“I can’t tell you, Miss Trowbridge. Not that I ain’t willin’,—but them clues is clues, only in the hands of a knowin’ detective.”
“Then tell Mr. Duane.”
“I said a knowin’ detective. That goat don’t know a clue from pickled pigs’ feet! No ma’am! ’Scuse me, but them clues is my own,—and they’ll go to waste, lessen I can give ’em to the right man.”
“And who is the right man, Fibsy?”
“He’s Fleming Stone, that’s who he is! And no one else is any good whatsumever.”
“Fleming Stone? I have heard of him.”
“Have you, Miss Avice! Well, if you want ter find out for sure who killed your uncle, they ain’t no one as can find out but that same Fleming Stone!”
“You go back now, Fibsy,” said Avice, after a moment’s thought, “and if I decide to send for this man, I’ll let you know.”

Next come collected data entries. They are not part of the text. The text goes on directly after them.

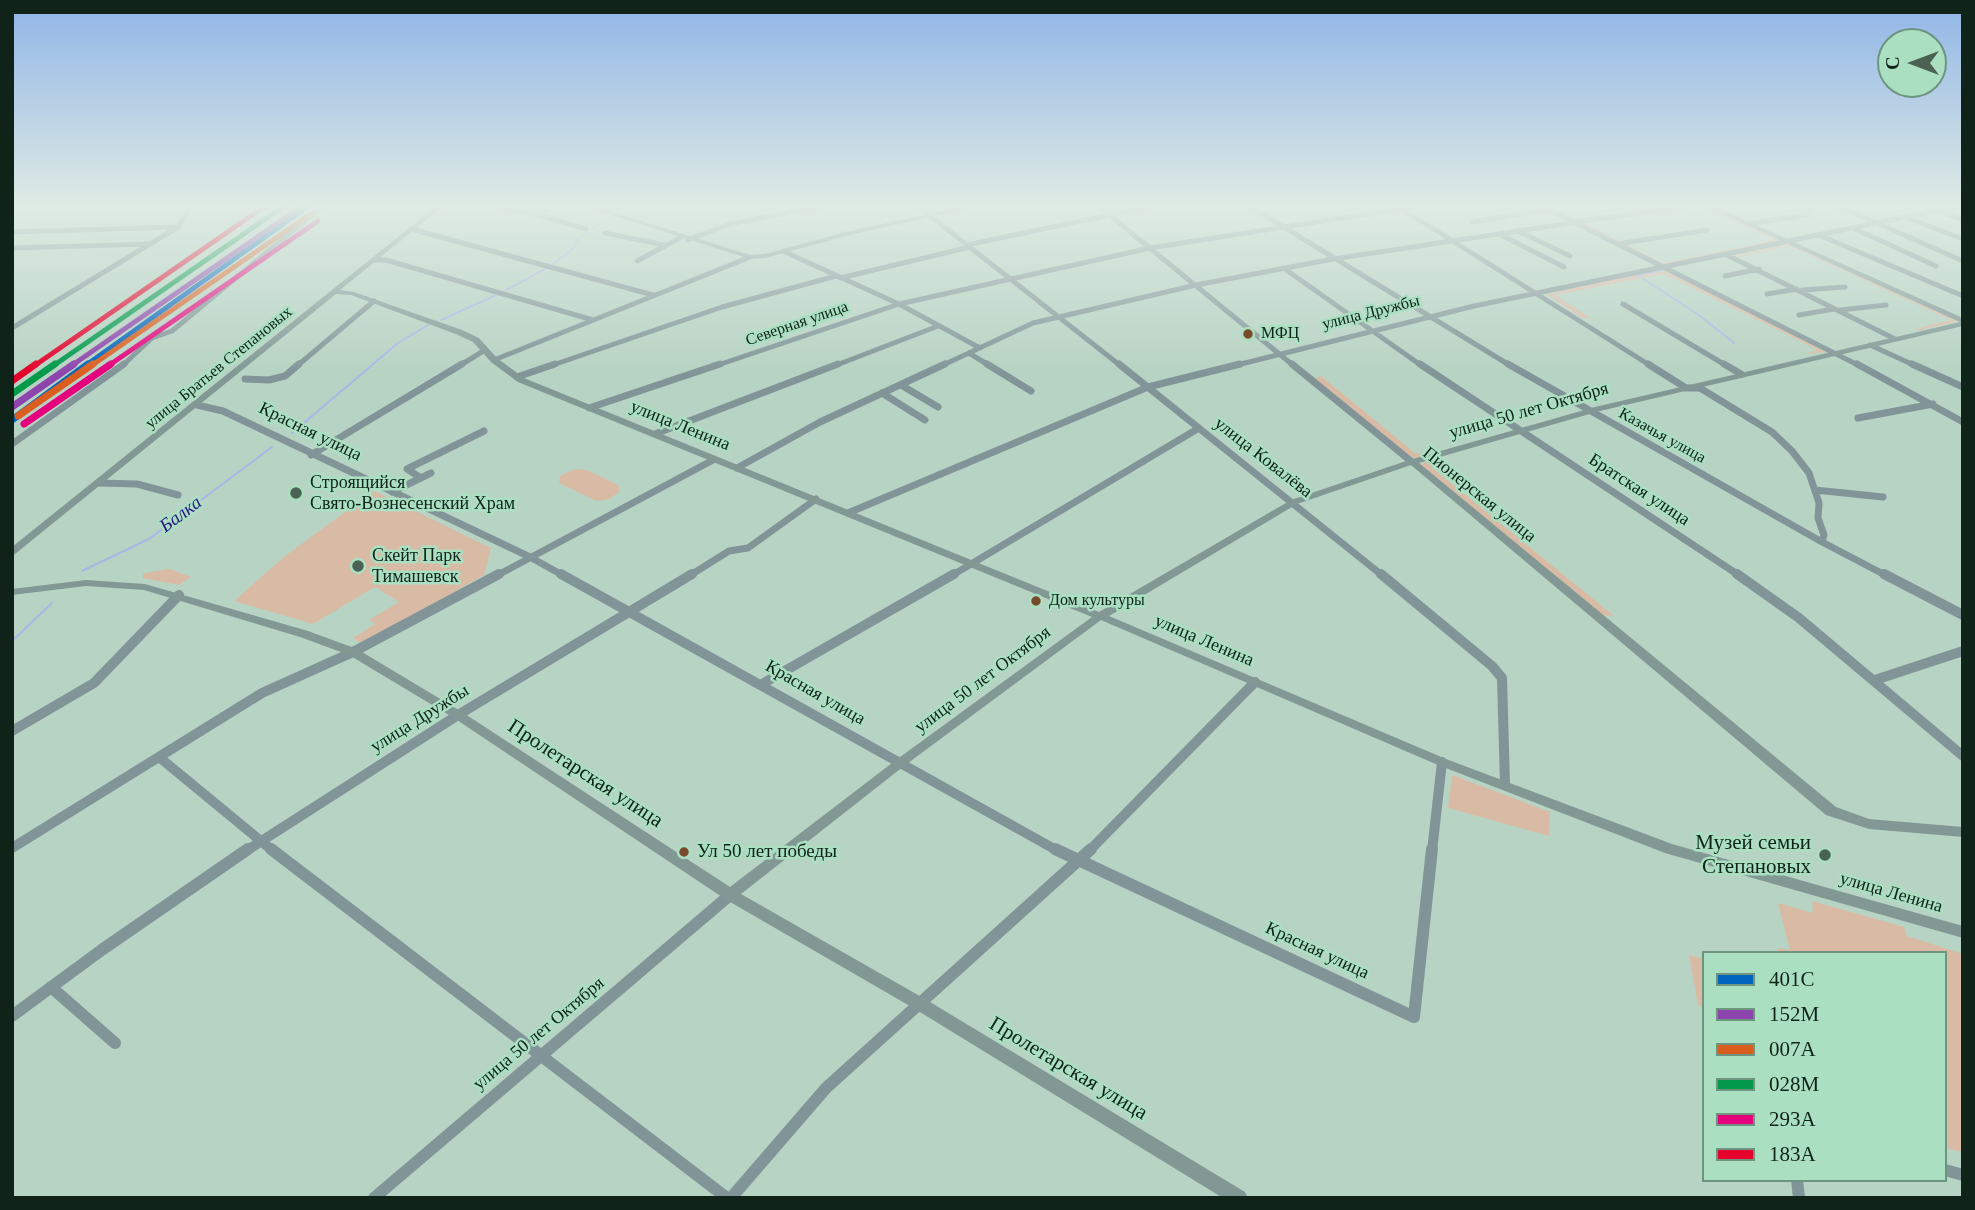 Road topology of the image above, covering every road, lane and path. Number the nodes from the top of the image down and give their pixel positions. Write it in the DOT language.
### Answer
graph roads {
  1 [pos="124,260"];
  2 [pos="258,260"];
  3 [pos="375,260"];
  4 [pos="388,260"];
  5 [pos="526,260"];
  6 [pos="741,260"];
  7 [pos="803,260"];
  8 [pos="907,260"];
  9 [pos="987,260"];
  10 [pos="1092,260"];
  11 [pos="1166,260"];
  12 [pos="1326,260"];
  13 [pos="1335,260"];
  14 [pos="1485,260"];
  15 [pos="1551,260"];
  16 [pos="1650,260"];
  17 [pos="1701,260"];
  18 [pos="1739,260"];
  19 [pos="1827,260"];
  20 [pos="1880,260"];
  21 [pos="1926,260"];
  22 [pos="1936,265"];
  23 [pos="1564,267"];
  24 [pos="1665,268"];
  25 [pos="1285,269"];
  26 [pos="1759,270"];
  27 [pos="1725,276"];
  28 [pos="838,277"];
  29 [pos="1011,279"];
  30 [pos="1196,285"];
  31 [pos="1845,287"];
  32 [pos="1798,290"];
  33 [pos="336,292"];
  34 [pos="1539,294"];
  35 [pos="1767,294"];
  36 [pos="653,295"];
  37 [pos="1963,296"];
  38 [pos="374,301"];
  39 [pos="899,304"];
  40 [pos="1623,304"];
  41 [pos="1886,305"];
  42 [pos="1836,310"];
  43 [pos="1799,315"];
  44 [pos="1058,317"];
  45 [pos="1427,317"];
  46 [pos="593,320"];
  47 [pos="1963,322"];
  48 [pos="938,326"];
  49 [pos="12,328"];
  50 [pos="1372,331"];
  51 [pos="1895,339"];
  52 [pos="1870,345"];
  53 [pos="980,348"];
  54 [pos="485,349"];
  55 [pos="1835,352"];
  56 [pos="969,353"];
  57 [pos="1280,353"];
  58 [pos="494,360"];
  59 [pos="1741,374"];
  60 [pos="517,377"];
  61 [pos="245,379"];
  62 [pos="901,385"];
  63 [pos="1148,387"];
  64 [pos="1686,387"];
  65 [pos="1963,387"];
  66 [pos="1031,391"];
  67 [pos="882,393"];
  68 [pos="1933,404"];
  69 [pos="197,405"];
  70 [pos="938,407"];
  71 [pos="589,408"];
  72 [pos="1590,412"];
  73 [pos="1858,418"];
  74 [pos="925,420"];
  75 [pos="1963,422"];
  76 [pos="1199,428"];
  77 [pos="484,431"];
  78 [pos="1520,431"];
  79 [pos="655,434"];
  80 [pos="12,444"];
  81 [pos="310,454"];
  82 [pos="713,460"];
  83 [pos="1412,462"];
  84 [pos="737,468"];
  85 [pos="431,473"];
  86 [pos="421,478"];
  87 [pos="99,483"];
  88 [pos="1815,490"];
  89 [pos="392,492"];
  90 [pos="178,495"];
  91 [pos="1883,497"];
  92 [pos="816,499"];
  93 [pos="1294,502"];
  94 [pos="848,513"];
  95 [pos="1822,542"];
  96 [pos="12,551"];
  97 [pos="530,557"];
  98 [pos="973,563"];
  99 [pos="16,591"];
  100 [pos="179,595"];
  101 [pos="631,613"];
  102 [pos="1963,615"];
  103 [pos="1100,616"];
  104 [pos="1963,651"];
  105 [pos="353,652"];
  106 [pos="1875,680"];
  107 [pos="1255,682"];
  108 [pos="762,684"];
  109 [pos="458,715"];
  110 [pos="12,731"];
  111 [pos="1963,756"];
  112 [pos="159,757"];
  113 [pos="1442,762"];
  114 [pos="900,763"];
  115 [pos="1505,785"];
  116 [pos="1963,832"];
  117 [pos="260,841"];
  118 [pos="12,848"];
  119 [pos="1078,862"];
  120 [pos="730,895"];
  121 [pos="1963,932"];
  122 [pos="51,987"];
  123 [pos="920,1004"];
  124 [pos="12,1016"];
  125 [pos="115,1043"];
  126 [pos="539,1056"];
  127 [pos="374,1198"];
  128 [pos="729,1198"];
  129 [pos="1239,1198"];
  1 -- 49 [label="street"];
  2 -- 80 [label="street"];
  3 -- 33 [label="main road, улица Братьев Степановых"];
  4 -- 46 [label="street"];
  5 -- 36 [label="street"];
  6 -- 36 [label="street"];
  7 -- 28 [label="street"];
  8 -- 28 [label="street"];
  9 -- 29 [label="street, улица Ковалёва"];
  10 -- 29 [label="street, Северная улица"];
  11 -- 30 [label="street, Пионерская улица"];
  12 -- 25 [label="street"];
  13 -- 45 [label="street, Казачья улица"];
  14 -- 34 [label="street"];
  15 -- 23 [label="street"];
  16 -- 24 [label="street"];
  17 -- 24 [label="street, улица Дружбы"];
  18 -- 26 [label="street"];
  19 -- 47 [label="main road"];
  20 -- 37 [label="street"];
  21 -- 22 [label="street"];
  24 -- 34 [label="street, улица Дружбы"];
  24 -- 55 [label="street"];
  25 -- 30 [label="street"];
  25 -- 50 [label="street, Братская улица"];
  26 -- 27 [label="street"];
  26 -- 32 [label="street"];
  28 -- 39 [label="street"];
  28 -- 60 [label="street"];
  29 -- 39 [label="street, Северная улица"];
  29 -- 44 [label="street, улица Ковалёва"];
  30 -- 44 [label="street"];
  30 -- 57 [label="street, Пионерская улица"];
  31 -- 32 [label="street"];
  32 -- 35 [label="street"];
  32 -- 42 [label="street"];
  33 -- 38 [label="main road, улица Ленина"];
  33 -- 69 [label="main road, улица Братьев Степановых"];
  34 -- 45 [label="street, улица Дружбы"];
  34 -- 64 [label="street"];
  36 -- 46 [label="street"];
  38 -- 54 [label="main road, улица Ленина"];
  38 -- 61 [label="street"];
  39 -- 48 [label="street"];
  39 -- 71 [label="street, Северная улица"];
  40 -- 59 [label="street"];
  41 -- 42 [label="street"];
  42 -- 43 [label="street"];
  42 -- 51 [label="street"];
  44 -- 53 [label="street"];
  44 -- 63 [label="street, улица Ковалёва"];
  45 -- 50 [label="street, улица Дружбы"];
  45 -- 72 [label="street, Казачья улица"];
  46 -- 58 [label="street"];
  47 -- 51 [label="main road, улица 50 лет Октября"];
  48 -- 53 [label="street"];
  48 -- 79 [label="street"];
  50 -- 57 [label="street, улица Дружбы"];
  50 -- 78 [label="street, Братская улица"];
  51 -- 52 [label="main road, улица 50 лет Октября"];
  52 -- 55 [label="main road, улица 50 лет Октября"];
  52 -- 65 [label="street"];
  53 -- 56 [label="street"];
  54 -- 58 [label="main road, улица Ленина"];
  54 -- 81 [label="street"];
  55 -- 59 [label="main road, улица 50 лет Октября"];
  55 -- 68 [label="street"];
  56 -- 62 [label="street"];
  56 -- 66 [label="street"];
  57 -- 63 [label="street, улица Дружбы"];
  57 -- 83 [label="street, Пионерская улица"];
  58 -- 60 [label="main road, улица Ленина"];
  59 -- 64 [label="main road, улица 50 лет Октября"];
  60 -- 71 [label="main road, улица Ленина"];
  62 -- 67 [label="street"];
  62 -- 70 [label="street"];
  63 -- 76 [label="street, улица Ковалёва"];
  63 -- 94 [label="street, улица Дружбы"];
  64 -- 72 [label="main road, улица 50 лет Октября"];
  64 -- 88 [label="street"];
  67 -- 74 [label="street"];
  67 -- 84 [label="street"];
  68 -- 73 [label="street"];
  68 -- 75 [label="street"];
  69 -- 81 [label="street, Красная улица"];
  69 -- 87 [label="main road, улица Братьев Степановых"];
  71 -- 79 [label="main road, улица Ленина"];
  72 -- 78 [label="main road, улица 50 лет Октября"];
  72 -- 95 [label="street, Казачья улица"];
  76 -- 93 [label="street, улица Ковалёва"];
  76 -- 98 [label="street"];
  77 -- 86 [label="street"];
  78 -- 83 [label="main road, улица 50 лет Октября"];
  78 -- 106 [label="street, Братская улица"];
  79 -- 82 [label="main road, улица Ленина"];
  81 -- 89 [label="street, Красная улица"];
  82 -- 84 [label="main road, улица Ленина"];
  82 -- 97 [label="street"];
  83 -- 93 [label="main road, улица 50 лет Октября"];
  83 -- 116 [label="main road, Пионерская улица"];
  84 -- 92 [label="main road, улица Ленина"];
  85 -- 86 [label="street"];
  86 -- 89 [label="street"];
  87 -- 90 [label="street"];
  87 -- 96 [label="main road, улица Братьев Степановых"];
  88 -- 91 [label="street"];
  88 -- 95 [label="street"];
  89 -- 97 [label="street, Красная улица"];
  92 -- 94 [label="main road, улица Ленина"];
  92 -- 101 [label="street, улица Дружбы"];
  93 -- 103 [label="main road, улица 50 лет Октября"];
  93 -- 115 [label="street, улица Ковалёва"];
  94 -- 98 [label="main road, улица Ленина"];
  95 -- 102 [label="street, Казачья улица"];
  97 -- 101 [label="street, Красная улица"];
  97 -- 105 [label="street"];
  98 -- 103 [label="main road, улица Ленина"];
  98 -- 108 [label="street"];
  99 -- 100 [label="main road, Пролетарская улица"];
  100 -- 105 [label="main road, Пролетарская улица"];
  100 -- 110 [label="street"];
  101 -- 108 [label="street, Красная улица"];
  101 -- 109 [label="street, улица Дружбы"];
  103 -- 107 [label="main road, улица Ленина"];
  103 -- 114 [label="main road, улица 50 лет Октября"];
  104 -- 106 [label="street"];
  105 -- 109 [label="main road, Пролетарская улица"];
  105 -- 112 [label="street"];
  106 -- 111 [label="street, Братская улица"];
  107 -- 113 [label="main road, улица Ленина"];
  107 -- 119 [label="street"];
  108 -- 114 [label="street, Красная улица"];
  109 -- 117 [label="street, улица Дружбы"];
  109 -- 120 [label="main road, Пролетарская улица"];
  112 -- 117 [label="street"];
  112 -- 118 [label="street"];
  113 -- 115 [label="main road, улица Ленина"];
  113 -- 119 [label="street, Красная улица"];
  114 -- 119 [label="street, Красная улица"];
  114 -- 120 [label="main road, улица 50 лет Октября"];
  115 -- 121 [label="main road, улица Ленина"];
  117 -- 122 [label="street, улица Дружбы"];
  117 -- 126 [label="street"];
  119 -- 123 [label="street"];
  120 -- 123 [label="main road, Пролетарская улица"];
  120 -- 126 [label="street, улица 50 лет Октября"];
  122 -- 124 [label="street, улица Дружбы"];
  122 -- 125 [label="street"];
  123 -- 128 [label="street"];
  123 -- 129 [label="main road, Пролетарская улица"];
  126 -- 127 [label="street, улица 50 лет Октября"];
  126 -- 128 [label="street"];
}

“All right, Miss Avice, but I ain’t goin’ back to Phil’delphia, I’m goin’ to stay here fer awhile. If you wanter see me, they’s a telephone to the house where I live. Here, I’ll write you down the number. If I ai’n’t home, leave word wit’ me Aunt Becky.”
Avice took the paper Fibsy gave her, and nodded pleasantly to him as he went away, but she was so deeply absorbed in her own thoughts she scarcely heeded the boy.